■ PROBLEM TO SOLVE ■
Of all the lines in the records below, copy only those that contain the string "roads".

■ SOURCE RECORDS ■
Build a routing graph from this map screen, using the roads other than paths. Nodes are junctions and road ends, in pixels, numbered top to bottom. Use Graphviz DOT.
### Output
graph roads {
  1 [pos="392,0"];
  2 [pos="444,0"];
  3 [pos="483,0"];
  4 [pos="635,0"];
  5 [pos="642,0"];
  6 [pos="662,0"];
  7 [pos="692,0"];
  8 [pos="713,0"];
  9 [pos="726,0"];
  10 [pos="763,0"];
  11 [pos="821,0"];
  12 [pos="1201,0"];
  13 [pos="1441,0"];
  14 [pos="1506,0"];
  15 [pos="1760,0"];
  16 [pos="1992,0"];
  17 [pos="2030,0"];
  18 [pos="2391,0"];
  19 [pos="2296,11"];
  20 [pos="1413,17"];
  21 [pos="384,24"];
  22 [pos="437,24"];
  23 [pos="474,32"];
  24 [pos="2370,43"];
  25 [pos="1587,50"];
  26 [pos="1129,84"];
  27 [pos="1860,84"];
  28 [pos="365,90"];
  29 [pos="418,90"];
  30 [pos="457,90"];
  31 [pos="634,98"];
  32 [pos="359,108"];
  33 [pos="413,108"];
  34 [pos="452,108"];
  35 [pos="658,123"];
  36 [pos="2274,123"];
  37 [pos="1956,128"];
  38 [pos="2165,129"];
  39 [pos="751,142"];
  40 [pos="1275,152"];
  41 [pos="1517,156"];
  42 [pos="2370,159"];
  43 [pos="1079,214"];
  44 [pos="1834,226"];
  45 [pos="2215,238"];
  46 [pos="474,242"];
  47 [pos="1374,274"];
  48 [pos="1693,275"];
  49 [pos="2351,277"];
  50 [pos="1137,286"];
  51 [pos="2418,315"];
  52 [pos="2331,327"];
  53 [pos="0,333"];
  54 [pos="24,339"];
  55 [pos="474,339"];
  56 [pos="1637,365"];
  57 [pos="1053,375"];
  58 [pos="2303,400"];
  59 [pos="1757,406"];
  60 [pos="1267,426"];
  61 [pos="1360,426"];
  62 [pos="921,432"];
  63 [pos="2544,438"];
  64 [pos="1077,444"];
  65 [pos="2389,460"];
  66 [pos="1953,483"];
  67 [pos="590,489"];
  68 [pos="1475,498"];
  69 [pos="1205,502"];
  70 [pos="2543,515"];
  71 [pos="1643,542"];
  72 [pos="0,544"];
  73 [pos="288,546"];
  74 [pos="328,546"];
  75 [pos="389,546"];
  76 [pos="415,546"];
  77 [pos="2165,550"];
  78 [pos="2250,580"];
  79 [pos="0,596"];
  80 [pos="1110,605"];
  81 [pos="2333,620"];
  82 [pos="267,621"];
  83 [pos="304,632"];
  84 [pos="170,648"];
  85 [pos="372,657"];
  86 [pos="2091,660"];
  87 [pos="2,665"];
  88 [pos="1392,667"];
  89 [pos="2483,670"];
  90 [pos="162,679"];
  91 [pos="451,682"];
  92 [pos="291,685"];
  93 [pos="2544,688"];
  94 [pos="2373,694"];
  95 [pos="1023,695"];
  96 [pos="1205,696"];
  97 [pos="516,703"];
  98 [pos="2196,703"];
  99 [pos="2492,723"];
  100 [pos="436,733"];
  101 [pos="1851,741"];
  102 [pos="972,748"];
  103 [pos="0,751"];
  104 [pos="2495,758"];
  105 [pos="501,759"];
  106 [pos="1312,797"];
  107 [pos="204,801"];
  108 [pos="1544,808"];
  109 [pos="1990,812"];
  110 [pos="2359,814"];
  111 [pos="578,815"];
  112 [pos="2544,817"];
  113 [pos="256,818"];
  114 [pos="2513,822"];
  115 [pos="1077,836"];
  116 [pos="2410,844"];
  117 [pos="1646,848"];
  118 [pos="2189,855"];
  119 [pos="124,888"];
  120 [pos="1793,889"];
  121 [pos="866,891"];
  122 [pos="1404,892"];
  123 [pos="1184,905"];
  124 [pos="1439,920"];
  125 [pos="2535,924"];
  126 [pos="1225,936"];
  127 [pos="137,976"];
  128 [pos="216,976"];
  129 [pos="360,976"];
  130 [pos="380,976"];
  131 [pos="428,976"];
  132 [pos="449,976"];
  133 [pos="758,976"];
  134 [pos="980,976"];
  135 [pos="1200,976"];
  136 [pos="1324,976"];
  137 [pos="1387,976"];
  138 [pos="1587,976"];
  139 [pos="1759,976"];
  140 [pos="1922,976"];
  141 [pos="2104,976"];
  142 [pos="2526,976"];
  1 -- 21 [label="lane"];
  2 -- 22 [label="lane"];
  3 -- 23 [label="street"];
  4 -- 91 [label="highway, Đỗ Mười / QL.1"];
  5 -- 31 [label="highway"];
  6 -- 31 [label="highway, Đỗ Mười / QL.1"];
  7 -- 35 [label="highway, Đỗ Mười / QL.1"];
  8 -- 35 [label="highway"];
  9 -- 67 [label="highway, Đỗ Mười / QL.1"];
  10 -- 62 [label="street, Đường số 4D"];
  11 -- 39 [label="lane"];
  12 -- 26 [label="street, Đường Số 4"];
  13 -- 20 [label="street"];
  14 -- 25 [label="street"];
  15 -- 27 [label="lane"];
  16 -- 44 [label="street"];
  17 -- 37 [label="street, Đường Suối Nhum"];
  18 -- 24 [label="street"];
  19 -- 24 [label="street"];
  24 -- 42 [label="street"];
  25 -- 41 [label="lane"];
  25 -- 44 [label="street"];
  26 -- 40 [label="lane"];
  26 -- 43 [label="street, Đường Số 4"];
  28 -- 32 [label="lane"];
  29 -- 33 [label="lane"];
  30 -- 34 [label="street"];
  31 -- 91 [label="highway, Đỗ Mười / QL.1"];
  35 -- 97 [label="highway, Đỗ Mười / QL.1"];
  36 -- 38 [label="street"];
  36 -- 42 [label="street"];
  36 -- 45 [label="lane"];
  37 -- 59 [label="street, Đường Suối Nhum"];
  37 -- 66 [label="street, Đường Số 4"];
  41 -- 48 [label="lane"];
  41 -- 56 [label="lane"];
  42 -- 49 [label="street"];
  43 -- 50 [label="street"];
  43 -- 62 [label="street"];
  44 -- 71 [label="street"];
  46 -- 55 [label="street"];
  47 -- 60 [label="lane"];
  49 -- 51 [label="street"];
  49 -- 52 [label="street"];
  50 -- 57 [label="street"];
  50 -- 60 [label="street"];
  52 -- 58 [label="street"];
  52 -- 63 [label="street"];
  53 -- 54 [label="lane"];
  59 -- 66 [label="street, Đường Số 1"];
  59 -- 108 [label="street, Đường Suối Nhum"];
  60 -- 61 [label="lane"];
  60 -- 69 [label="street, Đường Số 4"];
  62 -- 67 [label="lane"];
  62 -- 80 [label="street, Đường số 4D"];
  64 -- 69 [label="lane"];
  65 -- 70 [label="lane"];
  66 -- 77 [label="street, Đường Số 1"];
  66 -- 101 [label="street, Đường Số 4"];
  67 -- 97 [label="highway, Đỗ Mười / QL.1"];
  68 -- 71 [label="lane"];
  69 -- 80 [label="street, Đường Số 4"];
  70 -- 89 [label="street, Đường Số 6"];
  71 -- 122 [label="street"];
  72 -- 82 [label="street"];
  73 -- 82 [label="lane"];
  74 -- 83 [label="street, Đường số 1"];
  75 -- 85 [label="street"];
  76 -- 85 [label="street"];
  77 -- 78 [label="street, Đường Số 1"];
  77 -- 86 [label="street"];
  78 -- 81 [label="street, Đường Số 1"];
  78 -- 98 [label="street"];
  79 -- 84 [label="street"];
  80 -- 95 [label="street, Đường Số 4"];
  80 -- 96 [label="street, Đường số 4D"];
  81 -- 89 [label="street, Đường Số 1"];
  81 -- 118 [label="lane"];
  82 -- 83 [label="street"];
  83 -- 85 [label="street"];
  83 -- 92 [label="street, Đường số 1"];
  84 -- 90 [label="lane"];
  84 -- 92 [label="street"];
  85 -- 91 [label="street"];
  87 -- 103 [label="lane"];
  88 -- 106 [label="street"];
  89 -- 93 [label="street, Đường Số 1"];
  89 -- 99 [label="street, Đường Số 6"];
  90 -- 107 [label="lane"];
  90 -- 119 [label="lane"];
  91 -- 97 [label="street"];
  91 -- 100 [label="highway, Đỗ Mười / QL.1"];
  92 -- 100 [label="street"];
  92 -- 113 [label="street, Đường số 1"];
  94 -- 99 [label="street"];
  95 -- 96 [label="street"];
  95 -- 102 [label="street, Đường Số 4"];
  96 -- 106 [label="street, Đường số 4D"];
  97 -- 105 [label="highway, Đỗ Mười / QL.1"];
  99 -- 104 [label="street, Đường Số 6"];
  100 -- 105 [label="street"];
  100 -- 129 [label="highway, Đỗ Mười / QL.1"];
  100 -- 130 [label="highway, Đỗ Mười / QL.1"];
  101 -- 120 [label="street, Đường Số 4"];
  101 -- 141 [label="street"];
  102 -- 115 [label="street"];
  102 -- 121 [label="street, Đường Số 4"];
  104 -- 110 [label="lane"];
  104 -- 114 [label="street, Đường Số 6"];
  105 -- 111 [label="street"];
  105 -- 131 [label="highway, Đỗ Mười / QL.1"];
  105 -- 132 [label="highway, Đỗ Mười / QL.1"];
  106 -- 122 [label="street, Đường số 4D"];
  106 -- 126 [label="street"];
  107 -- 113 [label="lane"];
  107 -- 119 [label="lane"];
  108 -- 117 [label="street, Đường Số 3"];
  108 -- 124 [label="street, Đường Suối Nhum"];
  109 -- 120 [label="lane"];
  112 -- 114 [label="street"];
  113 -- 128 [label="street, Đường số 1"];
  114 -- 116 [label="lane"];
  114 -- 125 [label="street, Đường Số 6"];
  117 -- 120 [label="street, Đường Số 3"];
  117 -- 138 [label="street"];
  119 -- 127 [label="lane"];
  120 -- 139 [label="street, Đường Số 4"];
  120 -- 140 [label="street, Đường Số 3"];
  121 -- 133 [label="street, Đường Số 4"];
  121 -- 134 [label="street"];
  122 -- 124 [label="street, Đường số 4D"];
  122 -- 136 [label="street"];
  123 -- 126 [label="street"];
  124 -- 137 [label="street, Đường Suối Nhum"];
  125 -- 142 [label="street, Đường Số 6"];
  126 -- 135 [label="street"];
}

■ YOUR RESPONSE ■
Build a routing graph from this map screen, using the roads other than paths. Nodes are junctions and road ends, in pixels, numbered top to bottom. Use Graphviz DOT.
graph roads {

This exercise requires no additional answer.